## What is needed
How many lines in the records below contain the word "bubble"? Reply with that number only.

*** Opening of Records shown ***

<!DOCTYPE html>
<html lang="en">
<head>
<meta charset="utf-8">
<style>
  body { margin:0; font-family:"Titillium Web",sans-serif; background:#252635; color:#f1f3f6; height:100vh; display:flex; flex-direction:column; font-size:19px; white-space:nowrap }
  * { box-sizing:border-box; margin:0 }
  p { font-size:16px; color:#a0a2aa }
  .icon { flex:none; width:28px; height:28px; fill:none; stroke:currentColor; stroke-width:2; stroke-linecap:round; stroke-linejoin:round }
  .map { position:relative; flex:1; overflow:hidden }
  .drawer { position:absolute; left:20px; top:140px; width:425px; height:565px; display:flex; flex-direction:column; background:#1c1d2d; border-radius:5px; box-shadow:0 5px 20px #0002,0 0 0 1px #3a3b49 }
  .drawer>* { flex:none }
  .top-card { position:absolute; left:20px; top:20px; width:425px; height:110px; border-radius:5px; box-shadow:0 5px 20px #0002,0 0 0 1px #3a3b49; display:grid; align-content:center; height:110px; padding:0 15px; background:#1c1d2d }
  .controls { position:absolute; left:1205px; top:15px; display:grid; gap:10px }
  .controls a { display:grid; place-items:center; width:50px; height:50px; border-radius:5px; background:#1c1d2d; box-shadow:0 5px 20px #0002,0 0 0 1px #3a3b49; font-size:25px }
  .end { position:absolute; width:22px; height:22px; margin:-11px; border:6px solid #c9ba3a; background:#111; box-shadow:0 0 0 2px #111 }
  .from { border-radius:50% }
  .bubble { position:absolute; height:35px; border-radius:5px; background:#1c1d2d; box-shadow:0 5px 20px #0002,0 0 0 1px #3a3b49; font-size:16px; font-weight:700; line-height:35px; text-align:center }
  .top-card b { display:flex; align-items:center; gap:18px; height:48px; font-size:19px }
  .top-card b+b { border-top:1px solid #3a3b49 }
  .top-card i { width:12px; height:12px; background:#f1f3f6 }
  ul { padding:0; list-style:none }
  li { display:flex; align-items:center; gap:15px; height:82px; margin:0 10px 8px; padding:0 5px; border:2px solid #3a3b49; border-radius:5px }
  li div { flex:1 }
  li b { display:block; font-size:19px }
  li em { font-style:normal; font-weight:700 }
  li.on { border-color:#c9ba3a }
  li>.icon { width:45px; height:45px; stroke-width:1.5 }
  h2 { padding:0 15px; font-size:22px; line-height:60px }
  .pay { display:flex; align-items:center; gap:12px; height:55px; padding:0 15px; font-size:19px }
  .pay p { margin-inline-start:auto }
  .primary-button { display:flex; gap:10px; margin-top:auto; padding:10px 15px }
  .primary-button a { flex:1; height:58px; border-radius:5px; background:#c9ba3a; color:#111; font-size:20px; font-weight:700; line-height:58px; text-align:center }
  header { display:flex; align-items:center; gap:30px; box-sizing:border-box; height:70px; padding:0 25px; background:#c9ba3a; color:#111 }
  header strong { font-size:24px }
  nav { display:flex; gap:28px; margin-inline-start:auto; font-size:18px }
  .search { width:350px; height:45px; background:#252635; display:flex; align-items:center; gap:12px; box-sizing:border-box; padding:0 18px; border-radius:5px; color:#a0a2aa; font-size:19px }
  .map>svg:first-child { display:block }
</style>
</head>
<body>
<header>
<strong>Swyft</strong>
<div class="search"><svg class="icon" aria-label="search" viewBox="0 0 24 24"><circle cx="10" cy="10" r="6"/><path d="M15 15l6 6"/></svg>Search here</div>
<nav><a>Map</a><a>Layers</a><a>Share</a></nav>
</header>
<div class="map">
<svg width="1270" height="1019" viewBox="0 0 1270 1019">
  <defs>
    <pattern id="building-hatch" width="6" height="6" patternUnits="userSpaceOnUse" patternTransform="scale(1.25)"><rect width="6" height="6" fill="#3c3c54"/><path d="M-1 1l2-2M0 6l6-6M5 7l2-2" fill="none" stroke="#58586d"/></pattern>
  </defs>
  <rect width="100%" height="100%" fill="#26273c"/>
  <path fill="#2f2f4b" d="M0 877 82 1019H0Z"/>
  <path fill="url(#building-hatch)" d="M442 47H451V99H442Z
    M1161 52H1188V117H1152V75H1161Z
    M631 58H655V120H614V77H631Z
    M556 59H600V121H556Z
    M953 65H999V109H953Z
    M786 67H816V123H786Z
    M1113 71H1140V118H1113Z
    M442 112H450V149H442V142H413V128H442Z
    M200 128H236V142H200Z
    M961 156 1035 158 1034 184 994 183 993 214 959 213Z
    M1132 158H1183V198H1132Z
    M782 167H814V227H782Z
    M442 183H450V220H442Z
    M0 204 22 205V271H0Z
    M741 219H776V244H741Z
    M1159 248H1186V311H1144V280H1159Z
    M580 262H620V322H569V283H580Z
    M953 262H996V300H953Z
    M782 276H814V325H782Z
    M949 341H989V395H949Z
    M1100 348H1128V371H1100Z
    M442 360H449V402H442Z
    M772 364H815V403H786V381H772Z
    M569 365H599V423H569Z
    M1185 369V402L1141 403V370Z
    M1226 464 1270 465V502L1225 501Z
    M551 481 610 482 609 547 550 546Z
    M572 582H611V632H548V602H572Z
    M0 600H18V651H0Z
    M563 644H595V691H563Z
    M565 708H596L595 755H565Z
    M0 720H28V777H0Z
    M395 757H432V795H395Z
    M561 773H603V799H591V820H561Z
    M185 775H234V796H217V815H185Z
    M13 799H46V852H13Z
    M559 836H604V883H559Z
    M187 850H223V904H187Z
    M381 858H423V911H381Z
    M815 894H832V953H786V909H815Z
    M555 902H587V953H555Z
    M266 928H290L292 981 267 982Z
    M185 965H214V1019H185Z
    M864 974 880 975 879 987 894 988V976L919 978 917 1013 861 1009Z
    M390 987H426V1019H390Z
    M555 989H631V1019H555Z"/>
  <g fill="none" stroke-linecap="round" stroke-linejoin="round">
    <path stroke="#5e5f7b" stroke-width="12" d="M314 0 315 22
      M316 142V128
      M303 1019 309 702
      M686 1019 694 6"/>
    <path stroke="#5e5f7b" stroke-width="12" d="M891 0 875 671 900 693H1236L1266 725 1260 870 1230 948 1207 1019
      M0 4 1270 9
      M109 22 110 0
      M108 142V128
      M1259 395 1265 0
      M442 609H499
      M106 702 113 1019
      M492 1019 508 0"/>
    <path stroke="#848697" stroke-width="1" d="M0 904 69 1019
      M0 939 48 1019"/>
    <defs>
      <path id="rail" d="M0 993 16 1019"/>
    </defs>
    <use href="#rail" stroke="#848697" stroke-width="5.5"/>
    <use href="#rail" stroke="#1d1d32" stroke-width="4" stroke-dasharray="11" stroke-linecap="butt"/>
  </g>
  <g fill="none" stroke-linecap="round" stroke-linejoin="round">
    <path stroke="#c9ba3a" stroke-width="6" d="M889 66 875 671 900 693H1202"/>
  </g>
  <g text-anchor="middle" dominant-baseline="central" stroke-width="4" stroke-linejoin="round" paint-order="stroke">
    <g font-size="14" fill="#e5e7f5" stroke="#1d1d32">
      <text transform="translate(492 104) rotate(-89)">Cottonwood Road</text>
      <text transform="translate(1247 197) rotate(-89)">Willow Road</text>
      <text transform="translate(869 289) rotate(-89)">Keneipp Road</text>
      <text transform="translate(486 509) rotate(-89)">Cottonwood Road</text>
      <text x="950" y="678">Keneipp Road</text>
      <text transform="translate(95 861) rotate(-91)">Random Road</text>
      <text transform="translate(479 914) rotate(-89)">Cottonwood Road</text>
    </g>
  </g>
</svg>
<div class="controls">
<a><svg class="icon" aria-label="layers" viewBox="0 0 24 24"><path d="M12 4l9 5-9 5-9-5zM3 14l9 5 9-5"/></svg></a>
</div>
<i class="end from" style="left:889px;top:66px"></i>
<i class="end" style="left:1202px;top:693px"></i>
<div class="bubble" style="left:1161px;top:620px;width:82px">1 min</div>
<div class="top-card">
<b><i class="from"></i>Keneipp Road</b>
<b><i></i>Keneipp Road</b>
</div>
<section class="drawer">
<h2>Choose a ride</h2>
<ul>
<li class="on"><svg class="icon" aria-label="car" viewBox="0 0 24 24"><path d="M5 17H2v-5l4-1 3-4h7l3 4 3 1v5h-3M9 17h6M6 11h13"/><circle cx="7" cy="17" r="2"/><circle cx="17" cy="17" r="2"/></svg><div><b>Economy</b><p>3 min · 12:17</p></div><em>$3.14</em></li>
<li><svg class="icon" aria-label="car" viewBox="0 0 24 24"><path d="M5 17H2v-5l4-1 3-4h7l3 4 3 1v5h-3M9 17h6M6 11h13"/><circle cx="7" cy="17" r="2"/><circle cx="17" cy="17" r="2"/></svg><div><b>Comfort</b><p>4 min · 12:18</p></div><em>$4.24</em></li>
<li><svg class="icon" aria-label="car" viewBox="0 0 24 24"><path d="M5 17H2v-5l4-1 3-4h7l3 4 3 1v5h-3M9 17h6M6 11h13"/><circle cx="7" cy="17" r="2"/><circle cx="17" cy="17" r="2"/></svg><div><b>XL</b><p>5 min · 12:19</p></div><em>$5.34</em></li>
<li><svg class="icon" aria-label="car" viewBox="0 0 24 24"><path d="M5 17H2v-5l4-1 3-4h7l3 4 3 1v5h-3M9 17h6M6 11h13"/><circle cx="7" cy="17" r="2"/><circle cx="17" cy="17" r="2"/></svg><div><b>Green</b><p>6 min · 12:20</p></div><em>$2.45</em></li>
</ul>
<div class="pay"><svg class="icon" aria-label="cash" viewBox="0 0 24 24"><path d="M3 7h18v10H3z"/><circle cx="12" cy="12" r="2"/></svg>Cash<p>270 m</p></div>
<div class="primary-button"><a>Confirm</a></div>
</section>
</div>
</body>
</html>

*** Close of Records shown ***

## Solved problem
2